I worked for newspapers for 37 years in Los Angeles, San Francisco and Atlanta. I thought I would have ink on my hands forever. I thought I would live in California forever. Old saying: “People plan, God laughs.”
I was living in the Bay Area when I got a phone call one day from a friend in Atlanta in 1989. He wanted me to recommend some NFL writers to him for a job opening. Then he asked if I was interested in the job. I said no. I was covering the 49ers, the biggest beat at my newspaper, and we loved living in San Francisco. Fast forward: The offer was too good. I took the job. Moved to the South. Shocked family members and friends. Figured it would stay five years at the most. Still here.
Schultz led the conversation during this media session with Jake Fromm in 2017. (Courtesy of Jeff Schultz)
In 2018, I got a phone call from somebody at something called, “The Athletic.” A venture-capitalist, no-ad, subscription-only start-up … in journalism. Sure, what could possibly go wrong?
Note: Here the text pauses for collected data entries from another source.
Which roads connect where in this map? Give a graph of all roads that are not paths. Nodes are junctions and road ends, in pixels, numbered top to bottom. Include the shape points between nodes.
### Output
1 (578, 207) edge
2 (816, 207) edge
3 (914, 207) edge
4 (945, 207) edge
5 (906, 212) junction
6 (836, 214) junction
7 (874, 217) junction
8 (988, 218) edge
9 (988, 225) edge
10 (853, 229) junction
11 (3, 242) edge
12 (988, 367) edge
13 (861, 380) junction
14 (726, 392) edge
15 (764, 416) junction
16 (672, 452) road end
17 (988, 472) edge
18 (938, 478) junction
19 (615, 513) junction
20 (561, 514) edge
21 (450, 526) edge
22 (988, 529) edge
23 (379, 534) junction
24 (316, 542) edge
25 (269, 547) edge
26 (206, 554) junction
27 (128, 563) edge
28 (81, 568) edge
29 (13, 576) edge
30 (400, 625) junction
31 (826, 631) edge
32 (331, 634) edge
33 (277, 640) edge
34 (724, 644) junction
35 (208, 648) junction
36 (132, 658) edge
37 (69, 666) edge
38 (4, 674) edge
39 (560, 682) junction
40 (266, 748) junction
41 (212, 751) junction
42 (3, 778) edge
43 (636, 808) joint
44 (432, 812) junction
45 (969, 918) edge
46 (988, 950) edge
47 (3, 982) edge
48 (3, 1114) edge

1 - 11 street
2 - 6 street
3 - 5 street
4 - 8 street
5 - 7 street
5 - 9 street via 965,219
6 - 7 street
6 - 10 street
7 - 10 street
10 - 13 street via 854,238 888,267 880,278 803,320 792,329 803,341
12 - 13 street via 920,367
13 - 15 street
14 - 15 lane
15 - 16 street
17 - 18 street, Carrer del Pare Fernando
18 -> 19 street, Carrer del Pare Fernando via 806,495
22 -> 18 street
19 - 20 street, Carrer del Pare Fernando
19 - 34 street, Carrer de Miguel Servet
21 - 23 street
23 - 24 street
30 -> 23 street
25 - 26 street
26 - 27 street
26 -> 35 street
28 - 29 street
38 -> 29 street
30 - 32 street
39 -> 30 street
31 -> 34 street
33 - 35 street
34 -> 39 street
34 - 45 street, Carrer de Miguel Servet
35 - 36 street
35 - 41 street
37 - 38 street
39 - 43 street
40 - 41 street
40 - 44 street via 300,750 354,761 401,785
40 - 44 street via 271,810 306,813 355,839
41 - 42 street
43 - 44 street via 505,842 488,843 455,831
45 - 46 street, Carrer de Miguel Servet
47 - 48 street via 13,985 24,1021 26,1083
“We’re coming to Atlanta and everybody tells me we need to hire you, so you’re my first phone call,” the person said.
My favorite opening ever.
We talked for more than an hour. We talked for several weeks. We talked about the changing business of journalism, telling good stories and philosophies of how to build a staff. I admired the vision and the guts of founders Alex Mather and Adam Hansmann. I was excited about the thought of something new. Like so many others at the new company, I decided to bet on myself and took the job. I helped them build the Atlanta staff. We launched that summer in Atlanta after baseball’s All-Star break. The company set a single-day sales record.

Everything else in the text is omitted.